• What you will do
Omit every picture while you reproduce the entries that follow word for word.

• Information provided
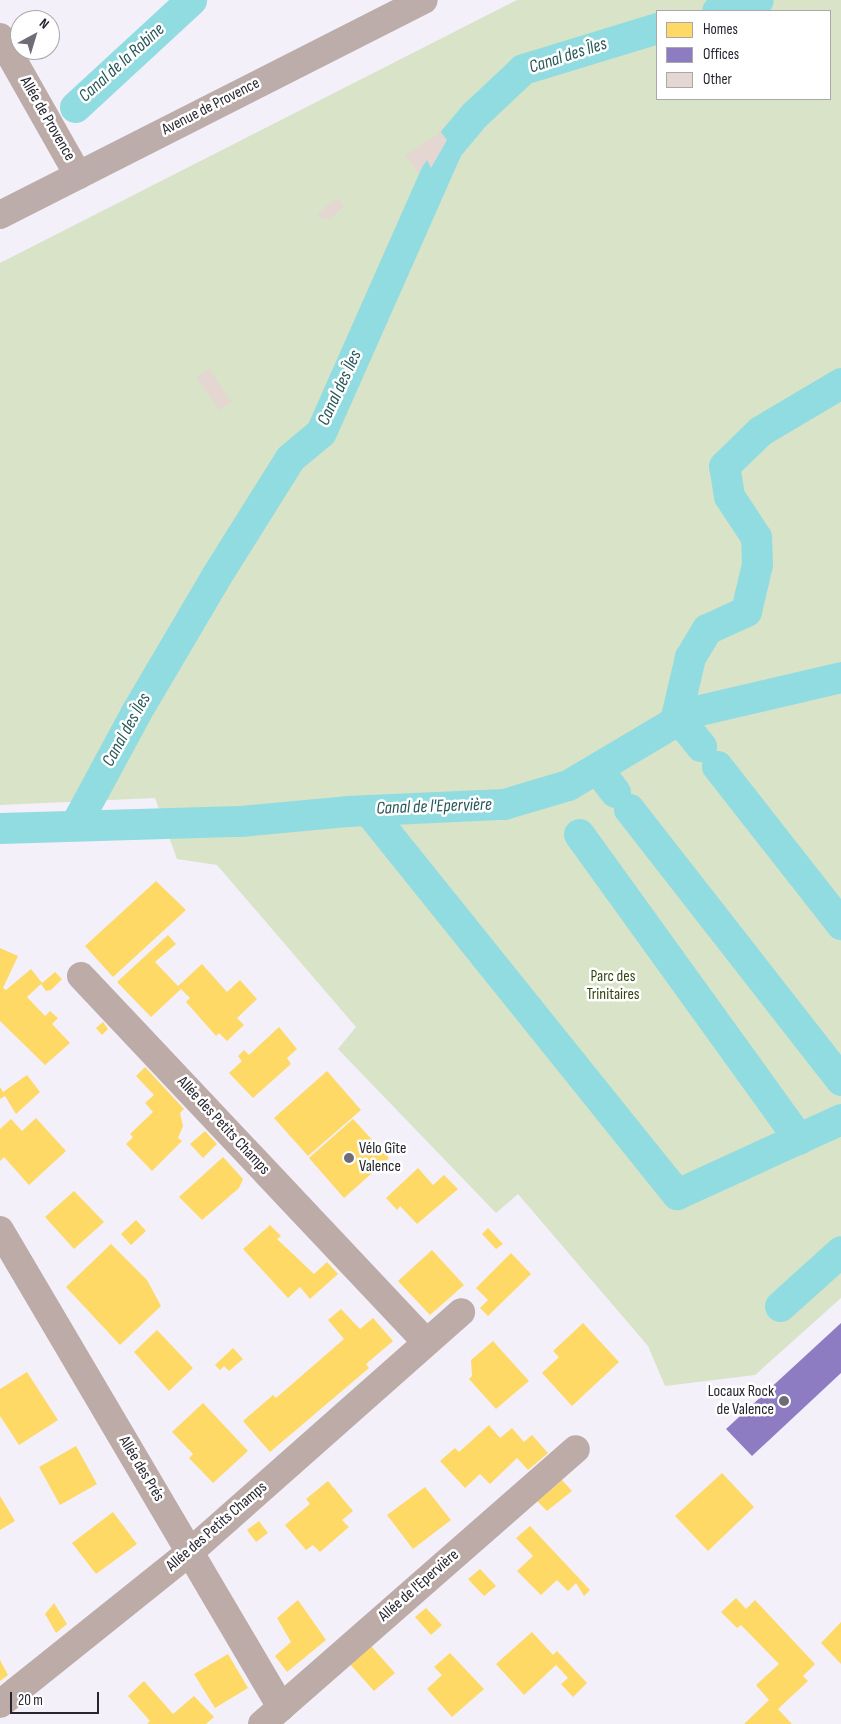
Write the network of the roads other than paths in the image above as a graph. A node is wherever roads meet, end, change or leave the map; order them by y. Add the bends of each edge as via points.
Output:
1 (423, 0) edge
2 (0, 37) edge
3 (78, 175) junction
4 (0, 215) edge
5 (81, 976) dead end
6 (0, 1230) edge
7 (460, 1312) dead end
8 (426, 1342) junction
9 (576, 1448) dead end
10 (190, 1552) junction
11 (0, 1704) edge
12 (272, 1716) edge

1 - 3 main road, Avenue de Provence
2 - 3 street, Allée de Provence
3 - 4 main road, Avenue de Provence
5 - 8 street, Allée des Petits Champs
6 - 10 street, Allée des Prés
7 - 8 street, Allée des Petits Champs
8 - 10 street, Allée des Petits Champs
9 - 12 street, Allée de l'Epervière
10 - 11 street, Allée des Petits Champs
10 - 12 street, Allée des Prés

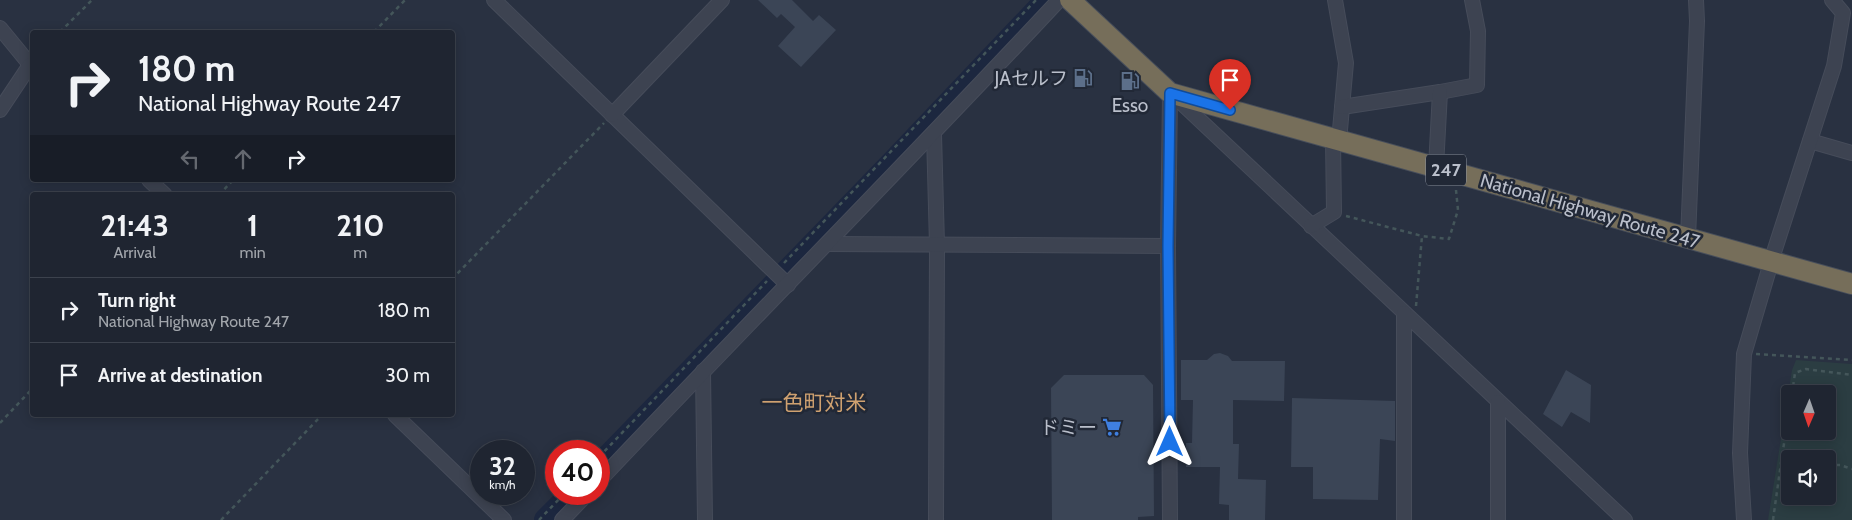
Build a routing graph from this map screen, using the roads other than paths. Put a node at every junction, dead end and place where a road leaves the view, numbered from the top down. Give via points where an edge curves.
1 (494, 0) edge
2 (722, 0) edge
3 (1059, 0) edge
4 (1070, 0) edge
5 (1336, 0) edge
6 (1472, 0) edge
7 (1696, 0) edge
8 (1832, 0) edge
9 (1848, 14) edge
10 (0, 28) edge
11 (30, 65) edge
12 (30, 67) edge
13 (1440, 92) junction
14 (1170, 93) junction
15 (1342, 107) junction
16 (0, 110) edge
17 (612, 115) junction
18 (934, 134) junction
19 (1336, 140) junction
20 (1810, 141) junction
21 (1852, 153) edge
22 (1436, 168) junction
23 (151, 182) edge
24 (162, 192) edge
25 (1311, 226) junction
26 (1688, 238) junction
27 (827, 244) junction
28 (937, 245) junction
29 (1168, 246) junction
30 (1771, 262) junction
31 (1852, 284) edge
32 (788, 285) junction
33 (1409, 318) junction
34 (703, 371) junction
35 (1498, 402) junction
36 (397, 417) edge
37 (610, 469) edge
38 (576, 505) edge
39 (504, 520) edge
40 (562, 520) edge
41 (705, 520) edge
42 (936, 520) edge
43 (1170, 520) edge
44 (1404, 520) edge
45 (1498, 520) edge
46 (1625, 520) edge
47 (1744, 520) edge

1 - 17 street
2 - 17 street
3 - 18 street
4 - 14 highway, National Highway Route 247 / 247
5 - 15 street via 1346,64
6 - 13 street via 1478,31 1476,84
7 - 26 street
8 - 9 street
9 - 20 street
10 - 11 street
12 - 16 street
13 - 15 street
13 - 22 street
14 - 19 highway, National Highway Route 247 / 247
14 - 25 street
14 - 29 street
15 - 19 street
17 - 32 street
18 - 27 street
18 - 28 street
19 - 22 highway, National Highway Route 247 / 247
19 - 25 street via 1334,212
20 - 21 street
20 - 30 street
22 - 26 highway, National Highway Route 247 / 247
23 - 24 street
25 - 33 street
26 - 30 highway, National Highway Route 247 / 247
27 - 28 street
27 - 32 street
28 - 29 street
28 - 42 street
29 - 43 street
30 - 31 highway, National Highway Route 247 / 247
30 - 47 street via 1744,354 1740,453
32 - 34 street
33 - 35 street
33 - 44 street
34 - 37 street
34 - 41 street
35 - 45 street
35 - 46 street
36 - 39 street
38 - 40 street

• Written solution
Write the network of the roads other than paths in the image above as a graph. A node is wherever roads meet, end, change or leave the map; order them by y. Add the bends of each edge as via points.
Output:
1 (423, 0) edge
2 (0, 37) edge
3 (78, 175) junction
4 (0, 215) edge
5 (81, 976) dead end
6 (0, 1230) edge
7 (460, 1312) dead end
8 (426, 1342) junction
9 (576, 1448) dead end
10 (190, 1552) junction
11 (0, 1704) edge
12 (272, 1716) edge

1 - 3 main road, Avenue de Provence
2 - 3 street, Allée de Provence
3 - 4 main road, Avenue de Provence
5 - 8 street, Allée des Petits Champs
6 - 10 street, Allée des Prés
7 - 8 street, Allée des Petits Champs
8 - 10 street, Allée des Petits Champs
9 - 12 street, Allée de l'Epervière
10 - 11 street, Allée des Petits Champs
10 - 12 street, Allée des Prés

Build a routing graph from this map screen, using the roads other than paths. Put a node at every junction, dead end and place where a road leaves the view, numbered from the top down. Give via points where an edge curves.
1 (494, 0) edge
2 (722, 0) edge
3 (1059, 0) edge
4 (1070, 0) edge
5 (1336, 0) edge
6 (1472, 0) edge
7 (1696, 0) edge
8 (1832, 0) edge
9 (1848, 14) edge
10 (0, 28) edge
11 (30, 65) edge
12 (30, 67) edge
13 (1440, 92) junction
14 (1170, 93) junction
15 (1342, 107) junction
16 (0, 110) edge
17 (612, 115) junction
18 (934, 134) junction
19 (1336, 140) junction
20 (1810, 141) junction
21 (1852, 153) edge
22 (1436, 168) junction
23 (151, 182) edge
24 (162, 192) edge
25 (1311, 226) junction
26 (1688, 238) junction
27 (827, 244) junction
28 (937, 245) junction
29 (1168, 246) junction
30 (1771, 262) junction
31 (1852, 284) edge
32 (788, 285) junction
33 (1409, 318) junction
34 (703, 371) junction
35 (1498, 402) junction
36 (397, 417) edge
37 (610, 469) edge
38 (576, 505) edge
39 (504, 520) edge
40 (562, 520) edge
41 (705, 520) edge
42 (936, 520) edge
43 (1170, 520) edge
44 (1404, 520) edge
45 (1498, 520) edge
46 (1625, 520) edge
47 (1744, 520) edge

1 - 17 street
2 - 17 street
3 - 18 street
4 - 14 highway, National Highway Route 247 / 247
5 - 15 street via 1346,64
6 - 13 street via 1478,31 1476,84
7 - 26 street
8 - 9 street
9 - 20 street
10 - 11 street
12 - 16 street
13 - 15 street
13 - 22 street
14 - 19 highway, National Highway Route 247 / 247
14 - 25 street
14 - 29 street
15 - 19 street
17 - 32 street
18 - 27 street
18 - 28 street
19 - 22 highway, National Highway Route 247 / 247
19 - 25 street via 1334,212
20 - 21 street
20 - 30 street
22 - 26 highway, National Highway Route 247 / 247
23 - 24 street
25 - 33 street
26 - 30 highway, National Highway Route 247 / 247
27 - 28 street
27 - 32 street
28 - 29 street
28 - 42 street
29 - 43 street
30 - 31 highway, National Highway Route 247 / 247
30 - 47 street via 1744,354 1740,453
32 - 34 street
33 - 35 street
33 - 44 street
34 - 37 street
34 - 41 street
35 - 45 street
35 - 46 street
36 - 39 street
38 - 40 street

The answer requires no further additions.